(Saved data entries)
------------------------

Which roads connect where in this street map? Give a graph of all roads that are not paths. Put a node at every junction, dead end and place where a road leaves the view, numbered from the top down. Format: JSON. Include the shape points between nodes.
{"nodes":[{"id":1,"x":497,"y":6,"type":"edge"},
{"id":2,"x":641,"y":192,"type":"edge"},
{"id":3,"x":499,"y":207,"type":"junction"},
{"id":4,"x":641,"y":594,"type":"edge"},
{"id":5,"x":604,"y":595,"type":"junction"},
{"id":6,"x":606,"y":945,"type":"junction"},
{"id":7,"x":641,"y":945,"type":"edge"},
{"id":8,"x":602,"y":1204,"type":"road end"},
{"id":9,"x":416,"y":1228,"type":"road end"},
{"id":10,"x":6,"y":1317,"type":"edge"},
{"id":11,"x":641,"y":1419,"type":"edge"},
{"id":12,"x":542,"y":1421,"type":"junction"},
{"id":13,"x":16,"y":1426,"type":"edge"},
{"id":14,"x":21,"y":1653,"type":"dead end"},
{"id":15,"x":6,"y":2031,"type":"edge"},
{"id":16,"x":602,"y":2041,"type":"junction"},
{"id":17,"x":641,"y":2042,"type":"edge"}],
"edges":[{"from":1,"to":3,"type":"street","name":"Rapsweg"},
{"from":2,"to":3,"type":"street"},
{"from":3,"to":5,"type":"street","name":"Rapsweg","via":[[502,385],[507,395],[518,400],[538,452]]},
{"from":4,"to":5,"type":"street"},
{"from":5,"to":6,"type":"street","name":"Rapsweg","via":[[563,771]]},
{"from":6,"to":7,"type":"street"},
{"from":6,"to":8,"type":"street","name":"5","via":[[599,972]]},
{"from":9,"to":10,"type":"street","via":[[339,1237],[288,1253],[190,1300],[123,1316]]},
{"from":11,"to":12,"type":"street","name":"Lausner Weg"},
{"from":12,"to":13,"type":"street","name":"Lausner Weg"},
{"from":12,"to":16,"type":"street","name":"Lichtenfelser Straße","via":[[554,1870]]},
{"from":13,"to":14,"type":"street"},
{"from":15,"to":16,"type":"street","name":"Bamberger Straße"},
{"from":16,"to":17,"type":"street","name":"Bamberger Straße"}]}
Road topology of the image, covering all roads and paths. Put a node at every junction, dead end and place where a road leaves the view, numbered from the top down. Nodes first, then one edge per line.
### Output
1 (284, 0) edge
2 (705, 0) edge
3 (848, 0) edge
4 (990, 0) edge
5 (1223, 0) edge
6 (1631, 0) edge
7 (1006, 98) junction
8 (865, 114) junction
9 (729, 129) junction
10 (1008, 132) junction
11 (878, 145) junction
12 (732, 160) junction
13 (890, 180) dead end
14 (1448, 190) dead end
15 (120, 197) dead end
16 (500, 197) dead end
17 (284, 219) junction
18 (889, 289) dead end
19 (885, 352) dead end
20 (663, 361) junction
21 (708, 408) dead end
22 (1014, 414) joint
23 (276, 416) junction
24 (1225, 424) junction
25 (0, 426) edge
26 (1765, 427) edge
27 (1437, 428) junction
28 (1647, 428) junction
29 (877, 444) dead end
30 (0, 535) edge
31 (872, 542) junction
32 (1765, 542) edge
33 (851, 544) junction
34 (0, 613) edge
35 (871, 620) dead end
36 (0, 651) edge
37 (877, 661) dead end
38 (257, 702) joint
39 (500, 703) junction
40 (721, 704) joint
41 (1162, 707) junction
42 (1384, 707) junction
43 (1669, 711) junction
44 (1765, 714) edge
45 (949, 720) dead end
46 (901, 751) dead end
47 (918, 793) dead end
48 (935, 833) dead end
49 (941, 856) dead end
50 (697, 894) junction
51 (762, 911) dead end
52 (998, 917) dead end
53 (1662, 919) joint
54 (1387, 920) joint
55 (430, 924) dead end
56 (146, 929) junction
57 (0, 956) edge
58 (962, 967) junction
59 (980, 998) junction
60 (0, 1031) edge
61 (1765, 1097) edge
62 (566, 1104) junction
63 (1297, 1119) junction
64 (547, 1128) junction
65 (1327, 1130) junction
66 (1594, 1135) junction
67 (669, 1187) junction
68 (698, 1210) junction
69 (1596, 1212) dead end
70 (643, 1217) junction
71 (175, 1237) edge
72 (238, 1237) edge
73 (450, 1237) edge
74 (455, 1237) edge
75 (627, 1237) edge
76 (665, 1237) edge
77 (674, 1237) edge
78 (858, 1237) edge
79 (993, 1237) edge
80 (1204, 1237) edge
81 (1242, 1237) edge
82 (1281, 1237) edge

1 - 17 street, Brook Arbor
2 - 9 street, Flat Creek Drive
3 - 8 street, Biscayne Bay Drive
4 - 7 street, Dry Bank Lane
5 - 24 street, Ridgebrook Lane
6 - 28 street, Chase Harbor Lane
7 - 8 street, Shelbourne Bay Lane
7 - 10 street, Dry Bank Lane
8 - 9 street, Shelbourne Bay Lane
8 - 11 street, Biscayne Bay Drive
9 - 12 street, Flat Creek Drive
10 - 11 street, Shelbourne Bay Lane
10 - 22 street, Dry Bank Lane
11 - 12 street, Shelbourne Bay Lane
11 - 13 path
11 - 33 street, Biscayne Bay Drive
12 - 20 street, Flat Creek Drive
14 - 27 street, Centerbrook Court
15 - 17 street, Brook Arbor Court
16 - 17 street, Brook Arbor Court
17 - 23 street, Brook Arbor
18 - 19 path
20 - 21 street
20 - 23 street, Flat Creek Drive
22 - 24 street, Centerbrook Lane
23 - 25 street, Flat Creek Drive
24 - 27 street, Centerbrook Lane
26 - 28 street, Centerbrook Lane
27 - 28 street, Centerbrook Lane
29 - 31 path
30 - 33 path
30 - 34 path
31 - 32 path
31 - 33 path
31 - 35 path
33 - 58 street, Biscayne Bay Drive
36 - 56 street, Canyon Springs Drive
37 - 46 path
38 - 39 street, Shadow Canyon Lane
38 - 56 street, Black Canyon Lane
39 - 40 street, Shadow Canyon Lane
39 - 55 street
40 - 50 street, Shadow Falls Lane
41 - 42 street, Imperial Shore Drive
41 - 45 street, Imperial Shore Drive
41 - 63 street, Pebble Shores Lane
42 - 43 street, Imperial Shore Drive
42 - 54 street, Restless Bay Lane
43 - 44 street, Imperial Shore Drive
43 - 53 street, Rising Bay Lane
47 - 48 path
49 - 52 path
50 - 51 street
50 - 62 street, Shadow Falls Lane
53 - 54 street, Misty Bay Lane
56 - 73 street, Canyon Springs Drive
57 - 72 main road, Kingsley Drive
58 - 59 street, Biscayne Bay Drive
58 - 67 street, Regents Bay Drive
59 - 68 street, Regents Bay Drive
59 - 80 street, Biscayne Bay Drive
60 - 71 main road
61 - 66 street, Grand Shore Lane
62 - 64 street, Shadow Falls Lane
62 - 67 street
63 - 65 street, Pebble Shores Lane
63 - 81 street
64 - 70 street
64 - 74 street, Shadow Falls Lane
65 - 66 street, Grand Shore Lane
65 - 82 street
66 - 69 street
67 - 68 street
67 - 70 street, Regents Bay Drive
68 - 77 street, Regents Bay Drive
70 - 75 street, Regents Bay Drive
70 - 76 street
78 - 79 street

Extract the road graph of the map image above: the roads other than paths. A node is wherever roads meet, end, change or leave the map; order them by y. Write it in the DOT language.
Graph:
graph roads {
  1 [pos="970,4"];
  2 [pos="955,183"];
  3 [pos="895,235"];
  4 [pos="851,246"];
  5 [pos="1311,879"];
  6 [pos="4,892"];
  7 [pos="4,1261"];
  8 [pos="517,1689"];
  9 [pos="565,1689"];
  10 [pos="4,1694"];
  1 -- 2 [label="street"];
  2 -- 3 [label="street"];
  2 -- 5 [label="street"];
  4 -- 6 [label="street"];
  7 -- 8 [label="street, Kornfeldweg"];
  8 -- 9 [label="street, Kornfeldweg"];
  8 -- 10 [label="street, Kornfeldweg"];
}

------------------------

Work to be completed
Starting from the data above, filter for lines with "Lausner" and copy each one.

Your response
{"from":11,"to":12,"type":"street","name":"Lausner Weg"},
{"from":12,"to":13,"type":"street","name":"Lausner Weg"},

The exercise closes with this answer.